Ici la chronologie des évènements a son importance. Le 20 mars, suite à une rencontre avec la défenderesse, les demanderesses font parvenir au défendeur un document détaillé de leur projet. Le 4 avril, la ville autorise le projet. Le 9 avril, les demanderesses demandent un dessin technique et avisent la défenderesse qu'elles attendent une soumission pour le prix de vente. Le 23 avril, nouvel écrit des demanderesses. Le 2 mai, la défenderesse fait parvenir une première soumission. La première soumission n'étant pas acceptée, une seconde suit, elle n'est pas plus acceptée; une troisième sera déposée le 11 mai.
Le 12 mai, les demanderesses confirment l'acceptation de la troisième soumission.
Le 24 mai, la défenderesse prépare le devis; le 28 mai, les demanderesses le signent et donnent un acompte.
Lors du procès, les parties divergent d'opinion quant à la date de livraison; pour les demanderesses, ce sera le 1er juillet, pour la défenderesse, le 1er juillet était un objectif.
À la lumière de la preuve présentée, le juge tranche que la date ultime de livraison a été fixée au 1er juillet.
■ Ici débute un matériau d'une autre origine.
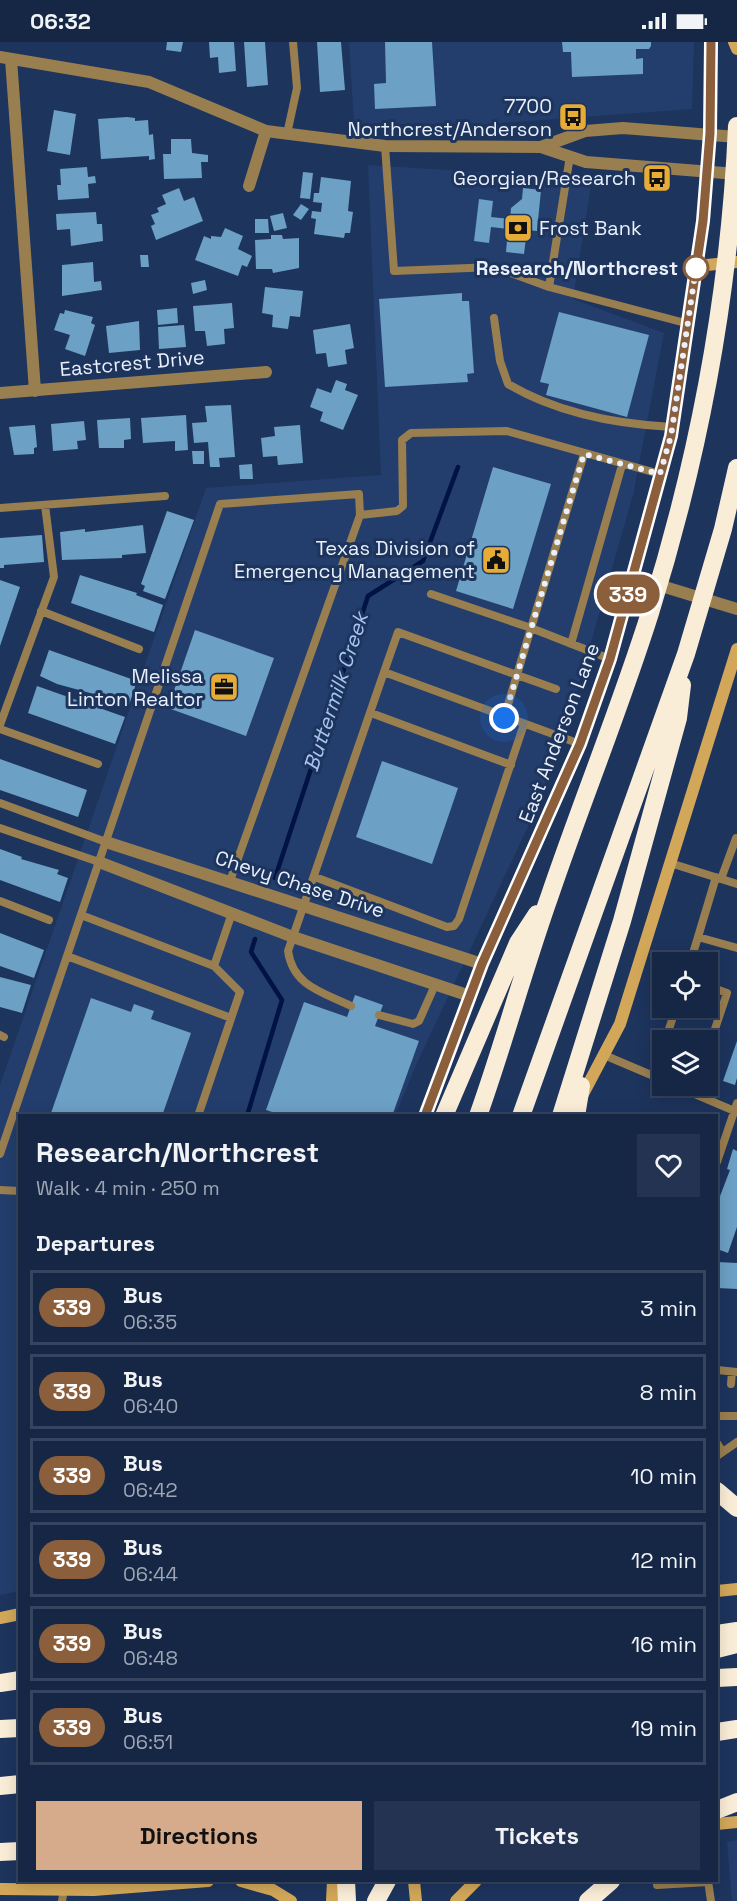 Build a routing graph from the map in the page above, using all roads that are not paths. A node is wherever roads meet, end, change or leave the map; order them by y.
1 (293, 42) edge
2 (711, 42) edge
3 (734, 42) edge
4 (737, 49) edge
5 (5, 58) edge
6 (737, 126) edge
7 (266, 131) junction
8 (710, 133) junction
9 (287, 134) junction
10 (737, 137) edge
11 (385, 146) junction
12 (541, 147) junction
13 (570, 156) junction
14 (707, 170) junction
15 (737, 174) edge
16 (249, 186) dead end
17 (737, 262) edge
18 (697, 266) junction
19 (549, 287) junction
20 (494, 318) dead end
21 (689, 324) junction
22 (266, 372) dead end
23 (35, 391) junction
24 (0, 393) edge
25 (672, 426) junction
26 (584, 454) junction
27 (622, 465) junction
28 (737, 468) edge
29 (660, 474) junction
30 (165, 496) dead end
31 (45, 505) junction
32 (0, 508) edge
33 (360, 515) junction
34 (632, 578) junction
35 (431, 594) dead end
36 (737, 609) edge
37 (41, 611) junction
38 (531, 628) junction
39 (571, 644) junction
40 (139, 649) dead end
41 (737, 649) edge
42 (686, 654) junction
43 (610, 659) junction
44 (384, 672) junction
45 (517, 674) junction
46 (556, 689) dead end
47 (0, 692) edge
48 (10, 696) junction
49 (371, 713) junction
50 (504, 718) junction
51 (524, 724) junction
52 (0, 727) edge
53 (580, 744) junction
54 (98, 764) dead end
55 (512, 765) junction
56 (0, 803) edge
57 (0, 828) edge
58 (736, 837) edge
59 (106, 842) junction
60 (99, 862) junction
61 (670, 863) junction
62 (315, 878) junction
63 (719, 878) junction
64 (230, 881) junction
65 (737, 884) edge
66 (549, 895) junction
67 (0, 901) edge
68 (305, 906) junction
69 (232, 913) junction
70 (81, 915) junction
71 (49, 920) dead end
72 (293, 937) junction
73 (698, 937) junction
74 (737, 948) edge
75 (693, 952) edge
76 (67, 956) junction
77 (482, 964) junction
78 (214, 966) junction
79 (435, 985) junction
80 (718, 990) edge
81 (470, 996) junction
82 (351, 1006) dead end
83 (379, 1015) dead end
84 (231, 1018) junction
85 (715, 1030) edge
86 (588, 1037) junction
87 (604, 1055) junction
88 (652, 1075) edge
89 (707, 1096) edge
90 (736, 1109) edge
91 (199, 1114) edge
92 (425, 1114) edge
93 (445, 1114) edge
94 (479, 1114) edge
95 (522, 1114) edge
96 (562, 1114) edge
97 (574, 1114) edge
98 (575, 1114) edge
99 (0, 1154) edge
100 (718, 1159) edge
101 (0, 1190) edge
102 (18, 1191) edge
103 (718, 1370) edge
104 (735, 1372) edge
105 (731, 1384) dead end
106 (737, 1442) edge
107 (718, 1450) edge
108 (718, 1492) edge
109 (737, 1508) edge
110 (737, 1589) edge
111 (718, 1591) edge
112 (18, 1614) edge
113 (0, 1618) edge
114 (737, 1631) edge
115 (718, 1634) edge
116 (737, 1644) edge
117 (718, 1649) edge
118 (737, 1677) edge
119 (718, 1678) edge
120 (18, 1680) edge
121 (0, 1683) edge
122 (18, 1728) edge
123 (0, 1729) edge
124 (737, 1729) edge
125 (718, 1734) edge
126 (718, 1734) edge
127 (737, 1736) edge
128 (18, 1784) edge
129 (0, 1786) edge
130 (737, 1802) edge
131 (718, 1810) edge
132 (737, 1822) edge
133 (718, 1824) edge
134 (18, 1851) edge
135 (0, 1852) edge
136 (195, 1882) edge
137 (245, 1882) edge
138 (333, 1882) edge
139 (346, 1882) edge
140 (386, 1882) edge
141 (387, 1882) edge
142 (414, 1882) edge
143 (475, 1882) edge
144 (610, 1882) edge
145 (708, 1882) edge
146 (657, 1885) dead end
147 (0, 1888) edge
148 (63, 1895) edge
149 (291, 1901) edge
150 (332, 1901) edge
151 (347, 1901) edge
152 (376, 1901) edge
153 (388, 1901) edge
154 (416, 1901) edge
155 (456, 1901) edge
156 (588, 1901) edge
157 (711, 1901) edge

1 - 9 lane
2 - 8 main road, East Anderson Lane
3 - 4 main road
5 - 7 street
5 - 23 street
6 - 66 highway
7 - 9 street
7 - 16 street
8 - 10 street
8 - 12 street
8 - 14 main road, East Anderson Lane
9 - 11 street
11 - 12 street
11 - 19 lane
12 - 13 street
13 - 14 street
13 - 19 lane
14 - 15 street
14 - 18 main road, East Anderson Lane
17 - 18 main road
18 - 21 main road, East Anderson Lane
19 - 21 lane
20 - 25 lane
21 - 25 main road, East Anderson Lane
22 - 23 street, Eastcrest Drive
23 - 24 street, Eastcrest Drive
25 - 29 main road, East Anderson Lane
26 - 27 lane
26 - 33 lane
26 - 38 lane
27 - 29 lane
27 - 39 lane
28 - 42 highway
29 - 34 main road, East Anderson Lane
30 - 31 lane
31 - 32 lane
31 - 37 lane
33 - 59 lane
33 - 64 lane
34 - 36 street
34 - 43 main road, East Anderson Lane
35 - 38 lane
37 - 40 lane
37 - 48 lane
38 - 39 lane
38 - 45 lane
39 - 43 lane
41 - 61 main road
42 - 86 highway
42 - 95 highway
43 - 53 main road, East Anderson Lane
44 - 45 lane
44 - 49 lane
44 - 50 lane
45 - 46 lane
45 - 50 lane
47 - 48 lane
48 - 52 lane
49 - 55 lane
49 - 62 lane
50 - 51 lane
51 - 53 lane
51 - 55 lane
52 - 54 lane
53 - 77 main road, East Anderson Lane
55 - 62 lane
56 - 59 lane
57 - 60 lane
58 - 63 lane
59 - 60 lane
59 - 64 street, Chevy Chase Drive
60 - 69 street
60 - 70 lane
61 - 63 lane
61 - 87 main road
62 - 68 lane
63 - 65 lane
63 - 73 lane
64 - 68 street, Chevy Chase Drive
66 - 93 highway
66 - 94 highway
67 - 71 lane
68 - 72 lane
68 - 77 street, Chevy Chase Drive
69 - 72 street
69 - 78 lane
70 - 76 lane
70 - 78 lane
72 - 79 street
72 - 82 lane
73 - 74 lane
73 - 75 lane
76 - 84 lane
76 - 99 lane
77 - 81 main road, East Anderson Lane
78 - 84 lane
79 - 81 street
79 - 83 lane
80 - 85 lane
81 - 92 main road, East Anderson Lane
84 - 91 lane
86 - 96 highway
86 - 97 highway
87 - 88 lane
87 - 98 main road
89 - 90 lane
90 - 100 lane
101 - 102 lane
103 - 104 lane
104 - 105 lane
106 - 107 lane
108 - 109 highway
110 - 111 main road
112 - 113 main road
114 - 115 highway
116 - 117 highway
118 - 119 highway
120 - 121 highway
122 - 123 highway
124 - 125 highway
126 - 127 highway
128 - 129 highway
130 - 131 highway
132 - 133 main road
134 - 135 highway
136 - 148 main road
137 - 149 main road
138 - 150 main road
139 - 151 highway
140 - 152 highway
141 - 153 highway
142 - 154 main road
143 - 155 main road
144 - 156 highway
145 - 146 lane
145 - 157 lane
147 - 148 main road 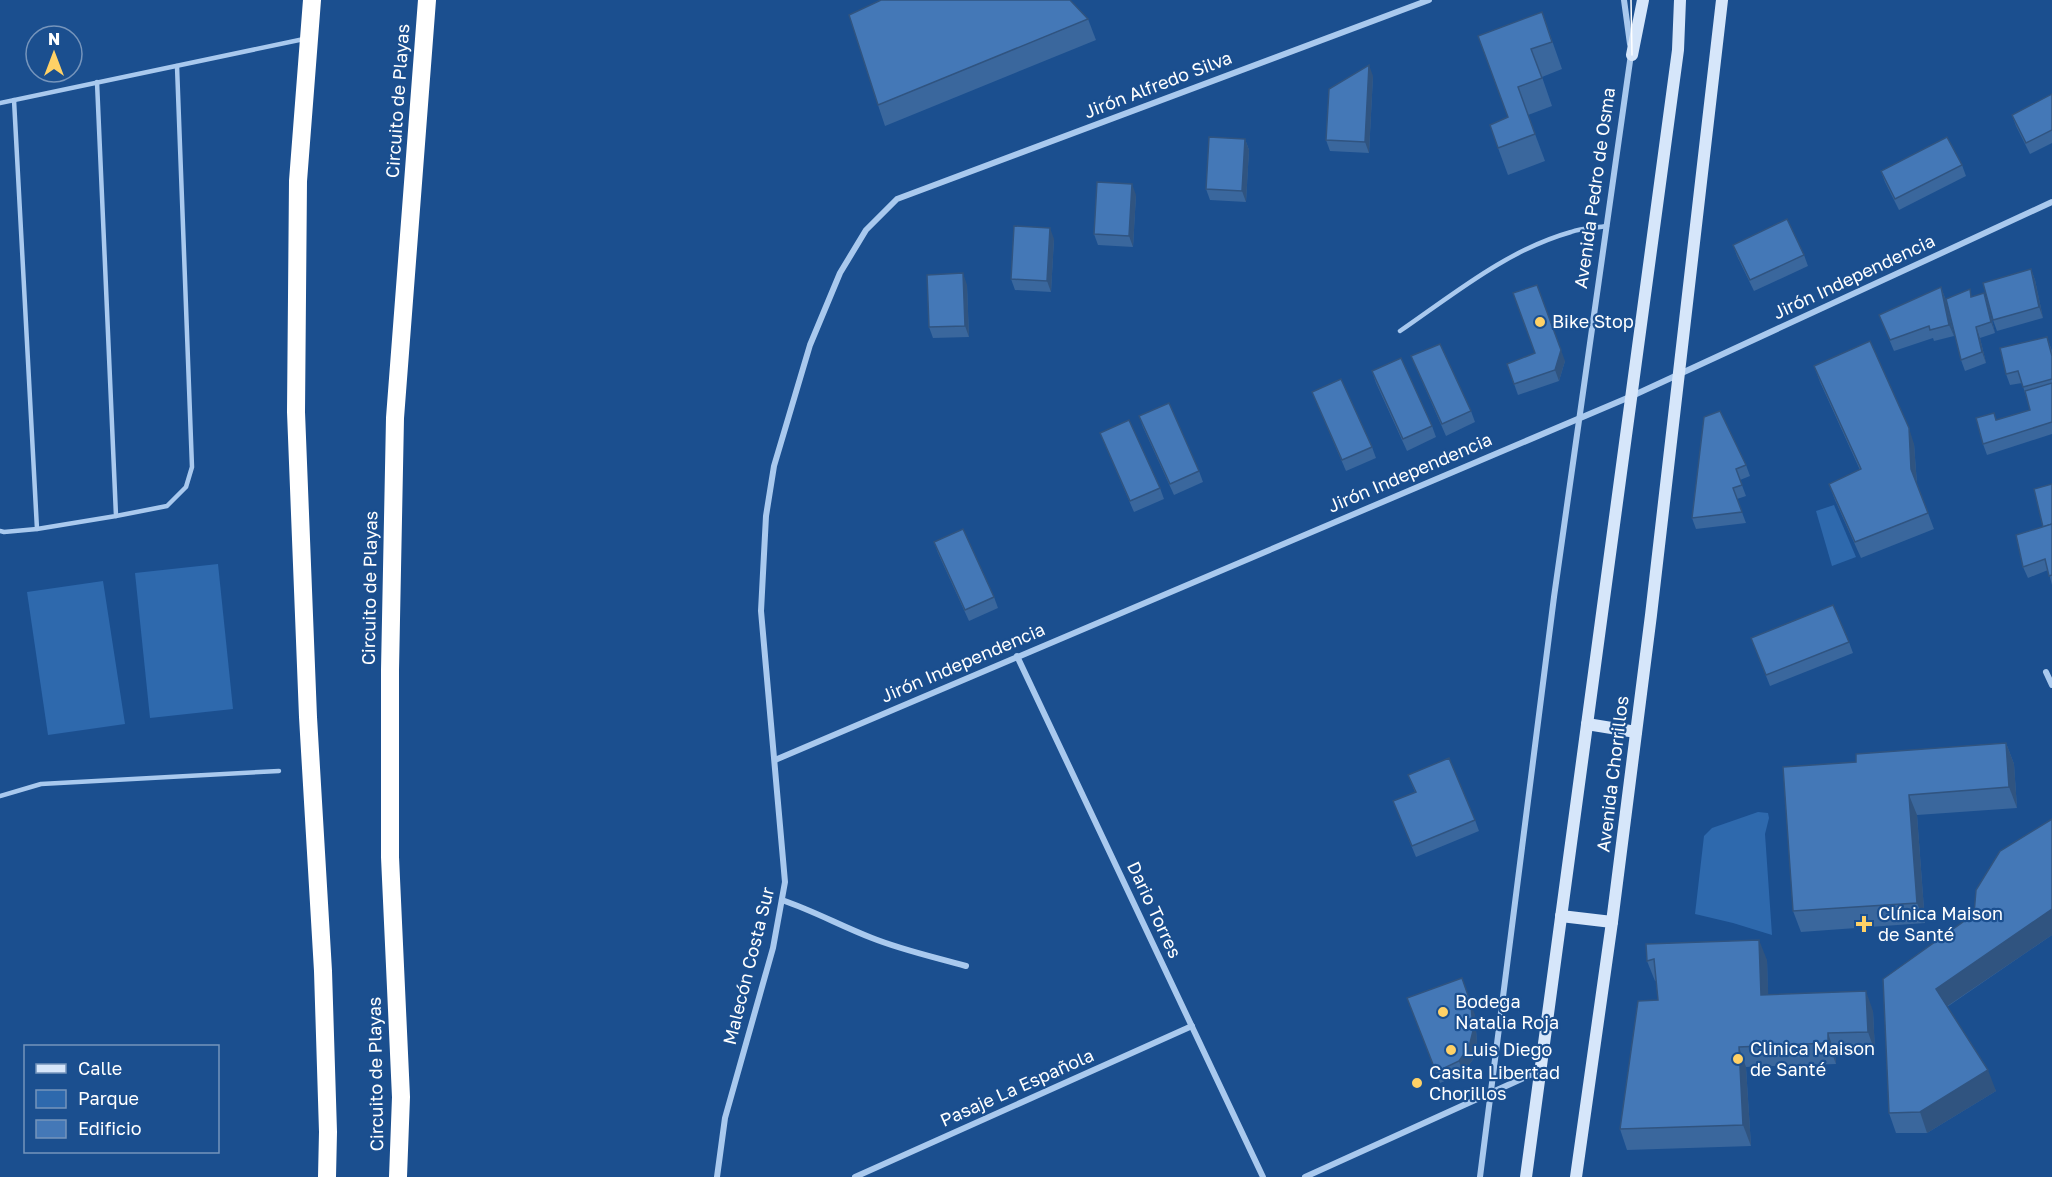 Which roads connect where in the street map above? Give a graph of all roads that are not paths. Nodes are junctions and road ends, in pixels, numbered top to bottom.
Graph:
1 (312, 0) edge
2 (427, 0) edge
3 (1429, 0) edge
4 (1624, 0) edge
5 (1643, 0) edge
6 (1680, 0) edge
7 (1722, 0) edge
8 (309, 37) junction
9 (1632, 55) junction
10 (177, 66) junction
11 (97, 82) junction
12 (14, 100) junction
13 (0, 103) edge
14 (897, 199) joint
15 (2052, 202) edge
16 (1607, 226) junction
17 (1400, 331) dead end
18 (1680, 374) junction
19 (1632, 396) junction
20 (1581, 416) junction
21 (116, 516) junction
22 (37, 529) junction
23 (0, 531) edge
24 (1017, 656) junction
25 (2046, 672) dead end
26 (2052, 685) edge
27 (1587, 724) junction
28 (1636, 732) junction
29 (774, 760) junction
30 (279, 771) dead end
31 (0, 796) edge
32 (782, 900) junction
33 (1561, 916) junction
34 (1612, 922) junction
35 (966, 966) dead end
36 (1192, 1026) junction
37 (1540, 1070) junction
38 (1490, 1092) junction
39 (327, 1177) edge
40 (398, 1177) edge
41 (717, 1177) edge
42 (855, 1177) edge
43 (1263, 1177) edge
44 (1305, 1177) edge
45 (1480, 1177) edge
46 (1526, 1177) edge
47 (1576, 1177) edge

1 - 8 highway
2 - 40 highway, Circuito de Playas
3 - 14 street, Jirón Alfredo Silva
4 - 9 street, Avenida Pedro de Osma
5 - 9 main road
6 - 19 main road
7 - 18 main road
8 - 10 lane
8 - 39 highway
9 - 16 street, Avenida Pedro de Osma
10 - 11 lane
10 - 21 lane
11 - 12 lane
11 - 21 lane
12 - 13 lane
12 - 22 lane
14 - 29 street, Malecón Costa Sur
15 - 18 street, Jirón Independencia
16 - 17 lane
16 - 20 street, Avenida Pedro de Osma
18 - 19 street, Jirón Independencia
18 - 28 main road, Avenida Chorrillos
19 - 20 street, Jirón Independencia
19 - 27 main road, Avenida Chorrillos
20 - 24 street, Jirón Independencia
20 - 38 street
21 - 22 lane
22 - 23 lane
24 - 29 street, Jirón Independencia
24 - 36 street, Dario Torres
25 - 26 street
27 - 28 main road
27 - 33 main road, Avenida Chorrillos
28 - 34 main road, Avenida Chorrillos
29 - 32 street, Malecón Costa Sur
30 - 31 lane
32 - 35 street
32 - 41 street, Malecón Costa Sur
33 - 34 main road
33 - 37 main road, Avenida Chorrillos
34 - 47 main road, Avenida Chorrillos
36 - 42 street, Pasaje La Española
36 - 43 street, Dario Torres
37 - 38 street
37 - 46 main road, Avenida Chorrillos
38 - 44 street
38 - 45 street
Pour ne pas avoir respecté la date du premier juillet, la défense invoque le cas fortuit au motif que c'est le fabricant de batteries qui n'a pas livré le produit dans les délais impartis.
Sur le sujet, le Tribunal en vient à la conclusion que la défenderesse n'avait pas l'expertise voulue pour ce genre de travail et qu'elle a tardé à mettre en branle le projet. En conséquence, l'argument du cas fortuit causé par le retard pour la livraison des batteries par le sous-traitant n'est pas retenu d'autant plus que la construction des triporteurs n'était pas terminée au 1er juillet.
C'est ainsi que le Tribunal accepte la résolution du contrat et condamne la défenderesse à remettre l'acompte versé.
Comme il n'y a pas de preuve relativement à la rentabilité et à la viabilité du projet, le juge rejette cette portion de la réclamation. Usant de sa discrétion, le juge accordera 2 000$ pour compenser les dépenses d'opération, il refusera les pertes de revenus et la perte de salaire de l'une des demanderesses toujours faute de preuve. Finalement, il accordera à chacune d'elles 2 500$ pour les dommages et intérêts signalant qu'il use, encore une fois, de sa discrétion pour ce faire.
En conclusion, il faut retenir que le vendeur d'un bien ou d'un service se doit d'informer son client de ses capacités à fabriquer le bien ou à donner le service. De même, il est important d'établir une date de livraison afin d'éviter tout imbroglio sur le sujet et finalement, quand vous faites une réclamation monétaire, il est essentiel d'en établir le fondement i.e. d'en faire la preuve.